De acuerdo con esta, la violencia y masiva victimización acaecidas en el último medio siglo de historia nacional cabe imputarlas exclusivamente a nosotros, calificados jurídicamente por la Fiscalía como empresa dedicada a cometer crímenes de guerra y lesa humanidad, en tanto se sostiene con el mayor cinismo el carácter civilista y democrático del podrido régimen político colombiano. La omnipotencia de los grandes medios se encarga de apuntalar la calculada infamia.

Lo que se inició como un proceso de paz en el que dos adversarios largamente enfrentados se empeñarían en hallar una salida política al histórico conflicto armado, ha devenido así por obra de la perversa determinación de los intereses en el poder, en un procedimiento penal expedito para juzgar y condenar la más que justa rebeldía popular de décadas.
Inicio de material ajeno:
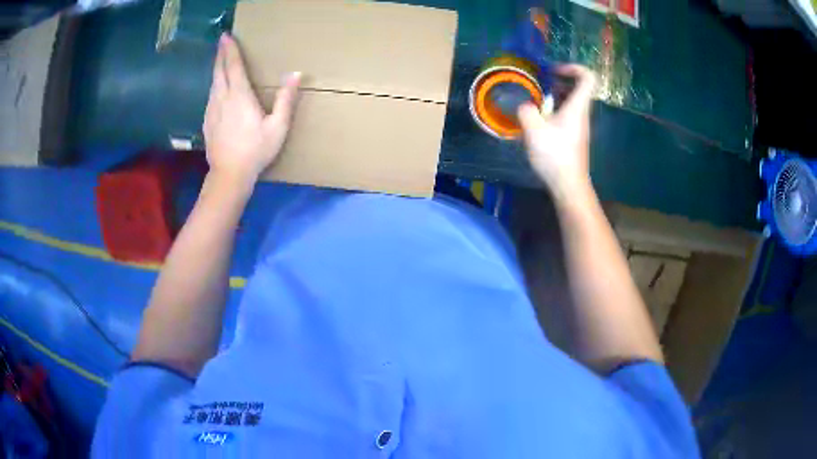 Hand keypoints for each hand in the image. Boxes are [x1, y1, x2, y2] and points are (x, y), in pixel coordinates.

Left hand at [203, 33, 300, 187]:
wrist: (229, 175)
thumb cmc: (256, 151)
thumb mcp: (278, 126)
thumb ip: (286, 99)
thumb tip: (295, 74)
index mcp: (239, 96)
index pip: (233, 66)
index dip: (230, 50)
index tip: (226, 36)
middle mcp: (222, 98)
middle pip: (219, 71)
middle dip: (221, 55)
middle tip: (221, 42)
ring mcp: (212, 110)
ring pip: (213, 83)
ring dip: (217, 69)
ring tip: (220, 61)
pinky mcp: (207, 122)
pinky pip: (210, 97)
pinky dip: (214, 86)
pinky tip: (217, 88)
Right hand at [518, 64, 595, 202]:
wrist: (568, 185)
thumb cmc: (555, 155)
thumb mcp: (533, 129)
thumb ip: (526, 110)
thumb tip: (525, 105)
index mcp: (577, 107)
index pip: (587, 77)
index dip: (573, 67)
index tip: (554, 71)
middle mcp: (582, 113)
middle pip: (578, 87)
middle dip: (558, 80)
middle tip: (540, 83)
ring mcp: (579, 126)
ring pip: (571, 101)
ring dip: (554, 96)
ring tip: (535, 100)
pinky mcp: (574, 137)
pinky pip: (567, 114)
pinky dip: (554, 110)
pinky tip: (539, 119)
Esta posee desde luego su propia verdad, pero el Establecimiento en pleno asumió el claro propósito de desaparecerla.

Además, después de la suspensión ordenada por el Presidente Santos, nos han bombardeado el 27 de julio en la vereda Huitoto, bocana del Caño Puntilla, municipio de Puerto Guzmán, Putumayo, y el día 4 de agosto en la vereda Dios Peña del municipio de San Miguel, también en el Putumayo, para no hablar de una serie de provocaciones por tierra contra nuestras unidades en distintas regiones del país. A diferencia nuestra el gobierno incumple una vez más su palabra. ¿Qué busca?